PROMPT:
Which lines in the listing below contain the word "RIDGE"? Copy each one.

INFORMATION PROVIDED:
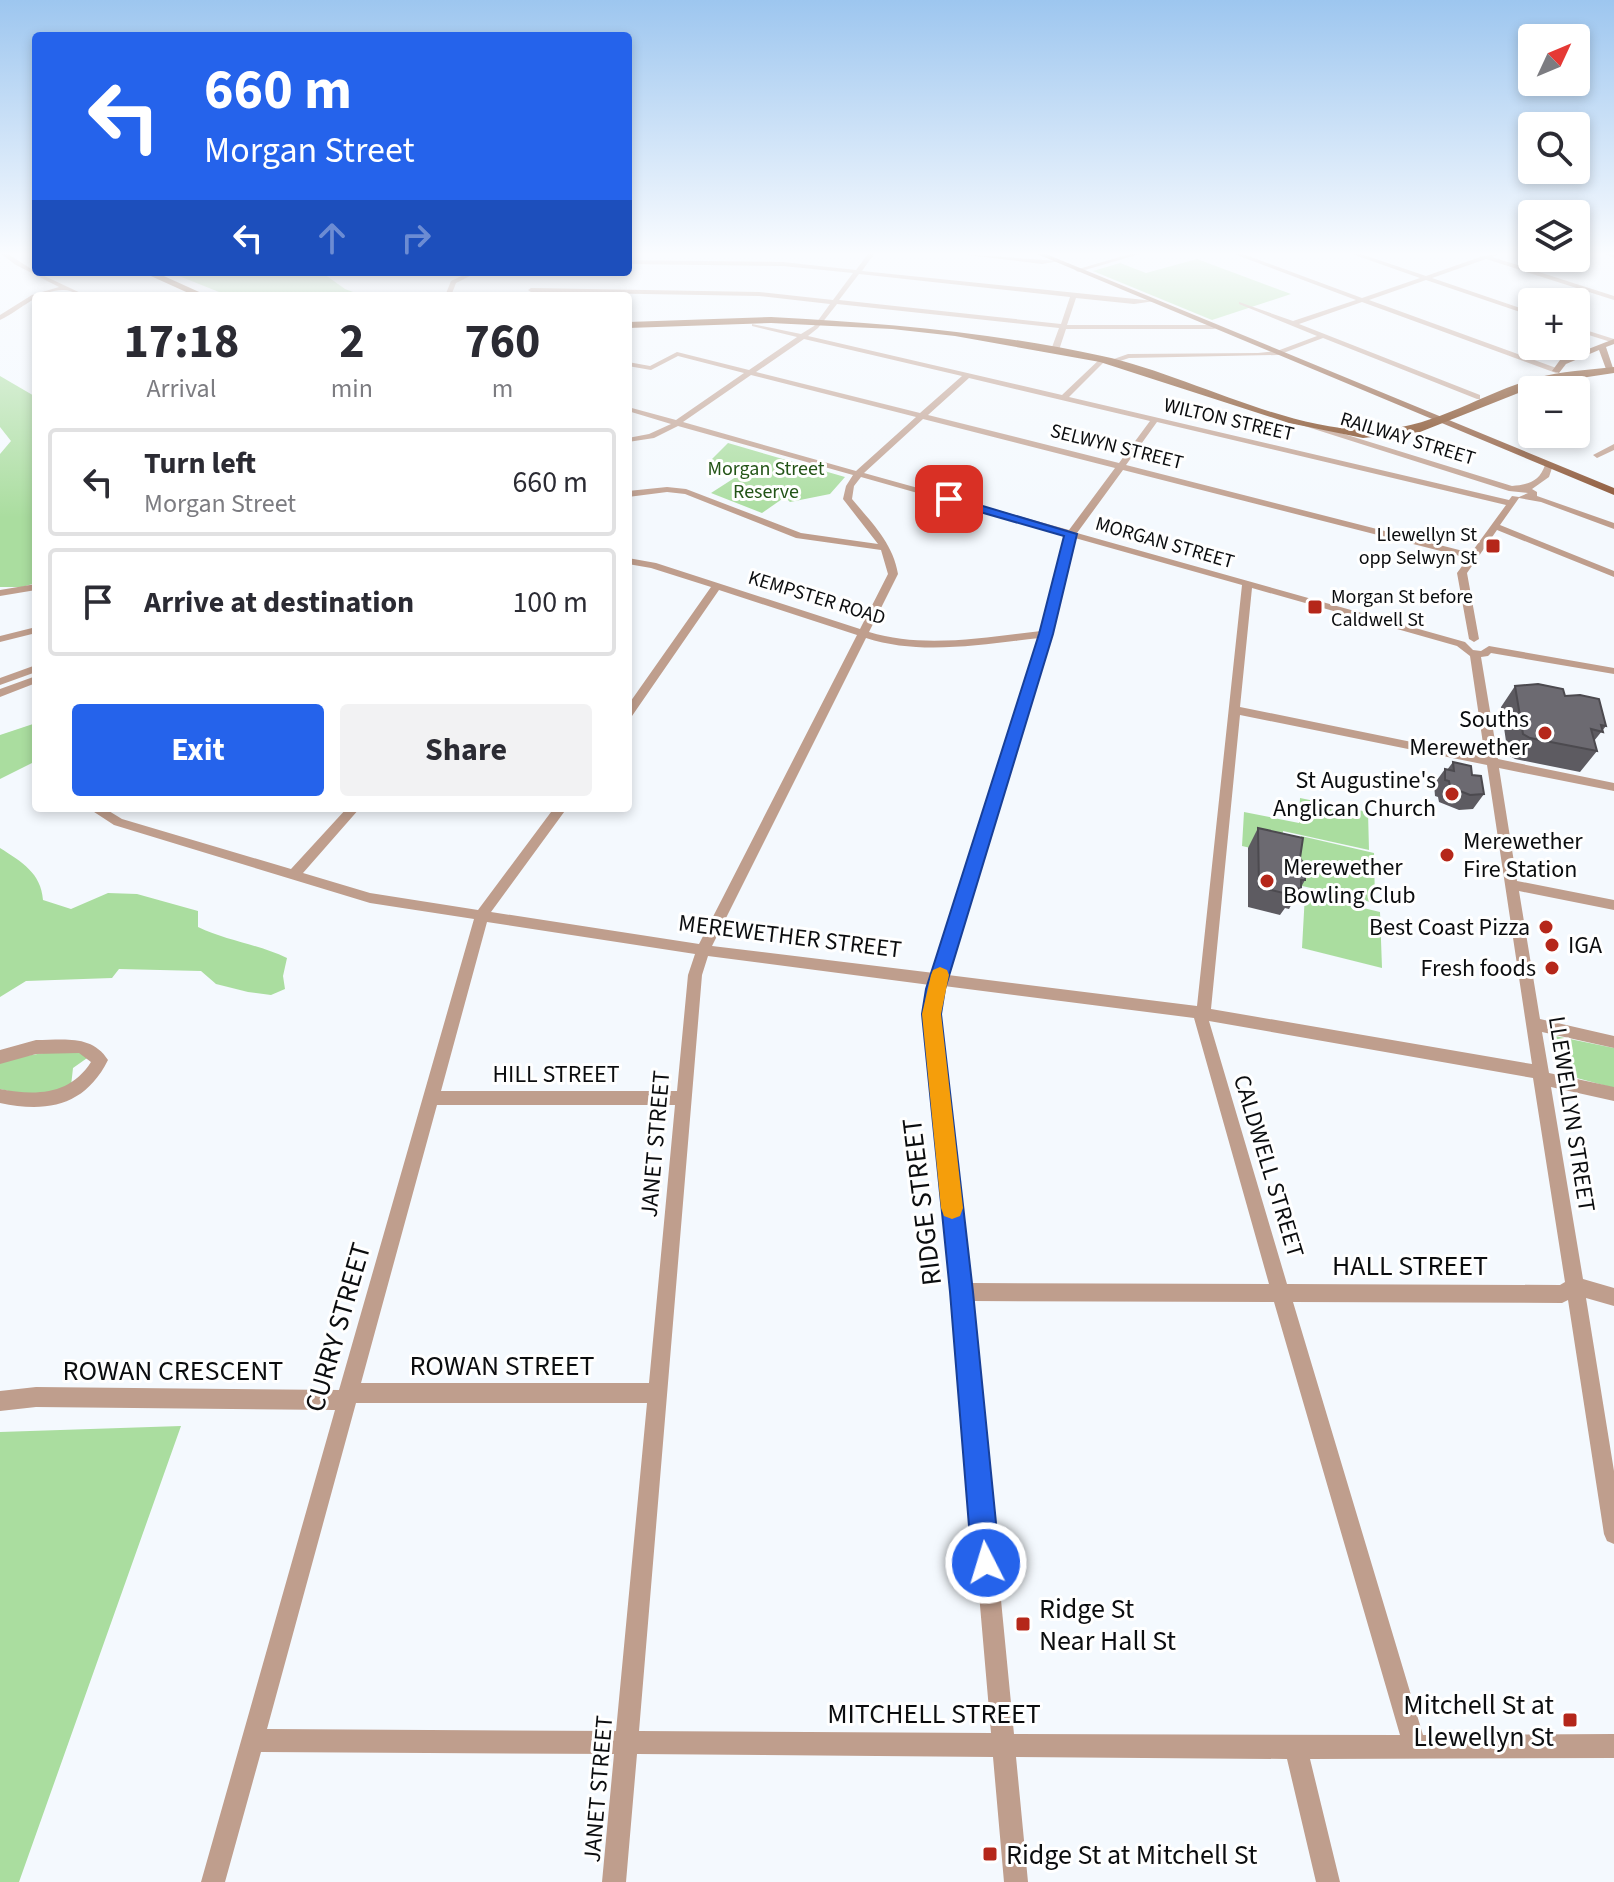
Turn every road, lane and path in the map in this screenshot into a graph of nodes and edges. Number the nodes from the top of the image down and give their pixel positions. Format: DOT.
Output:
graph roads {
  1 [pos="794,342"];
  2 [pos="827,342"];
  3 [pos="1003,342"];
  4 [pos="1058,342"];
  5 [pos="1250,342"];
  6 [pos="1308,342"];
  7 [pos="1338,342"];
  8 [pos="1476,342"];
  9 [pos="1612,342"];
  10 [pos="1602,347"];
  11 [pos="1055,350"];
  12 [pos="1278,353"];
  13 [pos="1102,359"];
  14 [pos="1114,362"];
  15 [pos="632,365"];
  16 [pos="1613,368"];
  17 [pos="751,371"];
  18 [pos="1556,371"];
  19 [pos="967,376"];
  20 [pos="1477,397"];
  21 [pos="1064,398"];
  22 [pos="632,410"];
  23 [pos="923,415"];
  24 [pos="1280,415"];
  25 [pos="1430,416"];
  26 [pos="1155,420"];
  27 [pos="1293,421"];
  28 [pos="1443,421"];
  29 [pos="677,422"];
  30 [pos="632,439"];
  31 [pos="1614,447"];
  32 [pos="1597,455"];
  33 [pos="1121,466"];
  34 [pos="1548,470"];
  35 [pos="859,474"];
  36 [pos="1614,492"];
  37 [pos="1529,493"];
  38 [pos="632,494"];
  39 [pos="1513,496"];
  40 [pos="703,499"];
  41 [pos="632,501"];
  42 [pos="1494,526"];
  43 [pos="1614,526"];
  44 [pos="1071,534"];
  45 [pos="885,548"];
  46 [pos="1473,556"];
  47 [pos="632,562"];
  48 [pos="1614,574"];
  49 [pos="1247,584"];
  50 [pos="717,586"];
  51 [pos="32,588"];
  52 [pos="0,593"];
  53 [pos="32,631"];
  54 [pos="1046,634"];
  55 [pos="863,635"];
  56 [pos="0,639"];
  57 [pos="1479,648"];
  58 [pos="32,670"];
  59 [pos="1614,671"];
  60 [pos="32,681"];
  61 [pos="0,682"];
  62 [pos="0,693"];
  63 [pos="632,707"];
  64 [pos="1235,710"];
  65 [pos="1494,763"];
  66 [pos="1614,787"];
  67 [pos="101,812"];
  68 [pos="350,812"];
  69 [pos="558,812"];
  70 [pos="293,876"];
  71 [pos="1513,885"];
  72 [pos="1614,905"];
  73 [pos="482,914"];
  74 [pos="703,950"];
  75 [pos="939,978"];
  76 [pos="1201,1013"];
  77 [pos="1533,1024"];
  78 [pos="1614,1042"];
  79 [pos="0,1057"];
  80 [pos="1541,1075"];
  81 [pos="1614,1094"];
  82 [pos="0,1096"];
  83 [pos="430,1098"];
  84 [pos="683,1098"];
  85 [pos="1576,1286"];
  86 [pos="962,1292"];
  87 [pos="1282,1292"];
  88 [pos="1614,1297"];
  89 [pos="657,1393"];
  90 [pos="346,1397"];
  91 [pos="0,1401"];
  92 [pos="1614,1534"];
  93 [pos="254,1740"];
  94 [pos="627,1741"];
  95 [pos="1002,1743"];
  96 [pos="1614,1746"];
  97 [pos="1296,1747"];
  98 [pos="1415,1747"];
  99 [pos="213,1882"];
  100 [pos="614,1882"];
  101 [pos="1016,1882"];
  102 [pos="1328,1882"];
  1 -- 17 [label="street"];
  2 -- 19 [label="street, WILTON STREET"];
  3 -- 11 [label="highway"];
  4 -- 11 [label="street"];
  5 -- 12 [label="main road"];
  6 -- 12 [label="street"];
  7 -- 20 [label="street"];
  8 -- 18 [label="street"];
  9 -- 10 [label="main road"];
  10 -- 16 [label="main road"];
  10 -- 18 [label="main road"];
  11 -- 13 [label="highway"];
  12 -- 14 [label="street"];
  12 -- 25 [label="main road"];
  13 -- 14 [label="highway"];
  13 -- 21 [label="street"];
  14 -- 24 [label="highway"];
  15 -- 17 [label="street, SELWYN STREET"];
  16 -- 18 [label="highway"];
  16 -- 28 [label="highway"];
  17 -- 23 [label="street, SELWYN STREET"];
  17 -- 29 [label="street"];
  18 -- 20 [label="highway"];
  19 -- 21 [label="street, WILTON STREET"];
  19 -- 23 [label="street"];
  20 -- 25 [label="highway"];
  21 -- 26 [label="street, WILTON STREET"];
  22 -- 29 [label="street, MORGAN STREET"];
  23 -- 33 [label="street, SELWYN STREET"];
  23 -- 35 [label="street"];
  24 -- 25 [label="highway"];
  24 -- 27 [label="highway"];
  25 -- 28 [label="main road"];
  26 -- 33 [label="street"];
  26 -- 39 [label="street, WILTON STREET"];
  27 -- 28 [label="highway"];
  27 -- 39 [label="street, RAILWAY STREET"];
  28 -- 34 [label="main road"];
  29 -- 30 [label="street"];
  29 -- 35 [label="street, MORGAN STREET"];
  31 -- 32 [label="street"];
  33 -- 44 [label="street"];
  33 -- 46 [label="street, SELWYN STREET"];
  34 -- 36 [label="main road"];
  34 -- 37 [label="street"];
  35 -- 44 [label="street, MORGAN STREET"];
  35 -- 45 [label="street"];
  37 -- 39 [label="street"];
  37 -- 43 [label="street"];
  38 -- 40 [label="street"];
  39 -- 42 [label="street, LLEWELLYN STREET"];
  40 -- 41 [label="street"];
  40 -- 45 [label="street"];
  42 -- 46 [label="street, LLEWELLYN STREET"];
  42 -- 48 [label="street"];
  44 -- 49 [label="street, MORGAN STREET"];
  44 -- 54 [label="street, RIDGE STREET"];
  45 -- 55 [label="street, JANET STREET"];
  46 -- 57 [label="street, LLEWELLYN STREET"];
  47 -- 50 [label="street, KEMPSTER ROAD"];
  49 -- 57 [label="street, MORGAN STREET"];
  49 -- 64 [label="street, CALDWELL STREET"];
  50 -- 55 [label="street, KEMPSTER ROAD"];
  50 -- 63 [label="street"];
  51 -- 52 [label="street"];
  53 -- 56 [label="street"];
  54 -- 55 [label="street, KEMPSTER ROAD"];
  54 -- 75 [label="street, RIDGE STREET"];
  55 -- 74 [label="street, JANET STREET"];
  57 -- 59 [label="street"];
  57 -- 65 [label="street, LLEWELLYN STREET"];
  58 -- 61 [label="street"];
  60 -- 62 [label="street"];
  64 -- 65 [label="street"];
  64 -- 76 [label="street, CALDWELL STREET"];
  65 -- 66 [label="street"];
  65 -- 71 [label="street, LLEWELLYN STREET"];
  67 -- 70 [label="street, MEREWETHER STREET"];
  68 -- 70 [label="street"];
  69 -- 73 [label="street, CURRY STREET"];
  70 -- 73 [label="street, MEREWETHER STREET"];
  71 -- 72 [label="street"];
  71 -- 77 [label="street, LLEWELLYN STREET"];
  73 -- 74 [label="street, MEREWETHER STREET"];
  73 -- 83 [label="street, CURRY STREET"];
  74 -- 75 [label="street, MEREWETHER STREET"];
  74 -- 84 [label="street, JANET STREET"];
  75 -- 76 [label="street, MEREWETHER STREET"];
  75 -- 86 [label="street, RIDGE STREET"];
  76 -- 80 [label="street, MEREWETHER STREET"];
  76 -- 87 [label="street, CALDWELL STREET"];
  77 -- 78 [label="street"];
  77 -- 80 [label="street, LLEWELLYN STREET"];
  79 -- 82 [label="street"];
  80 -- 81 [label="street, MEREWETHER STREET"];
  80 -- 85 [label="street, LLEWELLYN STREET"];
  83 -- 84 [label="street, HILL STREET"];
  83 -- 90 [label="street, CURRY STREET"];
  84 -- 89 [label="street, JANET STREET"];
  85 -- 87 [label="street, HALL STREET"];
  85 -- 88 [label="street, HALL STREET"];
  85 -- 92 [label="street, LLEWELLYN STREET"];
  86 -- 87 [label="street, HALL STREET"];
  86 -- 95 [label="street, RIDGE STREET"];
  87 -- 98 [label="street, CALDWELL STREET"];
  89 -- 90 [label="street, ROWAN STREET"];
  89 -- 94 [label="street, JANET STREET"];
  90 -- 91 [label="street, ROWAN CRESCENT"];
  90 -- 93 [label="street, CURRY STREET"];
  93 -- 94 [label="street, MITCHELL STREET"];
  93 -- 99 [label="street, CURRY STREET"];
  94 -- 95 [label="street, MITCHELL STREET"];
  94 -- 100 [label="street, JANET STREET"];
  95 -- 97 [label="street, MITCHELL STREET"];
  95 -- 101 [label="street, RIDGE STREET"];
  96 -- 98 [label="street, MITCHELL STREET"];
  97 -- 98 [label="street, MITCHELL STREET"];
  97 -- 102 [label="street"];
}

SOLUTION FOR THIS PROBLEM:
  44 -- 54 [label="street, RIDGE STREET"];
  54 -- 75 [label="street, RIDGE STREET"];
  75 -- 86 [label="street, RIDGE STREET"];
  86 -- 95 [label="street, RIDGE STREET"];
  95 -- 101 [label="street, RIDGE STREET"];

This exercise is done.